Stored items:

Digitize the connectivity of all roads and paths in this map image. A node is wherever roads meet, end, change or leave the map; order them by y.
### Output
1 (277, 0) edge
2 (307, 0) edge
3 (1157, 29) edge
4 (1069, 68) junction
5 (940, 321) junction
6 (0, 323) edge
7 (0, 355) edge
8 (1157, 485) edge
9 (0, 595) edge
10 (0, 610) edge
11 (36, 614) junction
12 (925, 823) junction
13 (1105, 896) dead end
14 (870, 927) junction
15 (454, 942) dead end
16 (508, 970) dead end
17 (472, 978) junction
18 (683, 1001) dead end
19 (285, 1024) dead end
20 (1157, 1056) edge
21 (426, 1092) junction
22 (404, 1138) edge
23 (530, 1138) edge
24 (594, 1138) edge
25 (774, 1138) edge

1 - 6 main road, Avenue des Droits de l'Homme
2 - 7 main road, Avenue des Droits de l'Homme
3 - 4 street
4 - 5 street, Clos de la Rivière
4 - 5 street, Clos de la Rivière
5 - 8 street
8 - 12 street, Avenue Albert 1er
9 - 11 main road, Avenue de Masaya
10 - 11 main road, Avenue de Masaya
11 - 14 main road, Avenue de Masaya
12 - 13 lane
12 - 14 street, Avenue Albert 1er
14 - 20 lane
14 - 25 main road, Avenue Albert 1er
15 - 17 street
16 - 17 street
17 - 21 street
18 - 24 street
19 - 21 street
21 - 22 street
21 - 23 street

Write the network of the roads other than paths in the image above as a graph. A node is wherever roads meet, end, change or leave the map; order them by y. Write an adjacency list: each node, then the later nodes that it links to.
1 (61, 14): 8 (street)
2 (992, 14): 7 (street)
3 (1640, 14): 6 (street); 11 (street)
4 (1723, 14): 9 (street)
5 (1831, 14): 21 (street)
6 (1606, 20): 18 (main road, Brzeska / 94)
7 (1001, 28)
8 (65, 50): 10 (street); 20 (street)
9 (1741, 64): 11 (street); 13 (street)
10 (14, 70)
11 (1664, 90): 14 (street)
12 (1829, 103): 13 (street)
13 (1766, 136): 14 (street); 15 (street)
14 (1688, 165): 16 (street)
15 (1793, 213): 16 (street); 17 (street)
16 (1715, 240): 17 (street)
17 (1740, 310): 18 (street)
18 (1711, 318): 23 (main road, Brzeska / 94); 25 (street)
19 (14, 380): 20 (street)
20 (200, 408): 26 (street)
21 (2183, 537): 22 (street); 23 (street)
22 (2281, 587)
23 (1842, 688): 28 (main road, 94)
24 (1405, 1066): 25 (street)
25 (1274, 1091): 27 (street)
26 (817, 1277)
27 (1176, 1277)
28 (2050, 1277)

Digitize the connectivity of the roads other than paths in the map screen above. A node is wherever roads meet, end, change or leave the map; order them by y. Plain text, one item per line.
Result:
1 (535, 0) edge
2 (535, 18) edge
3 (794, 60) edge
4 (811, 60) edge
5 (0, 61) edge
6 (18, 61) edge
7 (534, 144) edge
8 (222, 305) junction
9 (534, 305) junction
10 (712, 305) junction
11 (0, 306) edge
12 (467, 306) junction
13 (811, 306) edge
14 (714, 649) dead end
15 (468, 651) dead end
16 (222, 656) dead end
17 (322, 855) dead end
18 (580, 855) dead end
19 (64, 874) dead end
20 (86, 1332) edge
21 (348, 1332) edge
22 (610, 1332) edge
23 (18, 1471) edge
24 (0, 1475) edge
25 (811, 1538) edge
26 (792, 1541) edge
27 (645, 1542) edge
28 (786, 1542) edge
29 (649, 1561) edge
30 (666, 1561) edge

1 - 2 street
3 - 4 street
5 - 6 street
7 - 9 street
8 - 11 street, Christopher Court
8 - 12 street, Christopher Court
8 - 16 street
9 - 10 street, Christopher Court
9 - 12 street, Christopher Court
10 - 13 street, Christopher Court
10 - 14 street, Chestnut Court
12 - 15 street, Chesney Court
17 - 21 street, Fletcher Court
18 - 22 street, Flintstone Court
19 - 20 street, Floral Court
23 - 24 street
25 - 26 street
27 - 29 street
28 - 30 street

What the exercise asks:
Make a list of all lines in the data that contain "Digitize".

Task solution:
Digitize the connectivity of all roads and paths in this map image. A node is wherever roads meet, end, change or leave the map; order them by y.
Digitize the connectivity of the roads other than paths in the map screen above. A node is wherever roads meet, end, change or leave the map; order them by y. Plain text, one item per line.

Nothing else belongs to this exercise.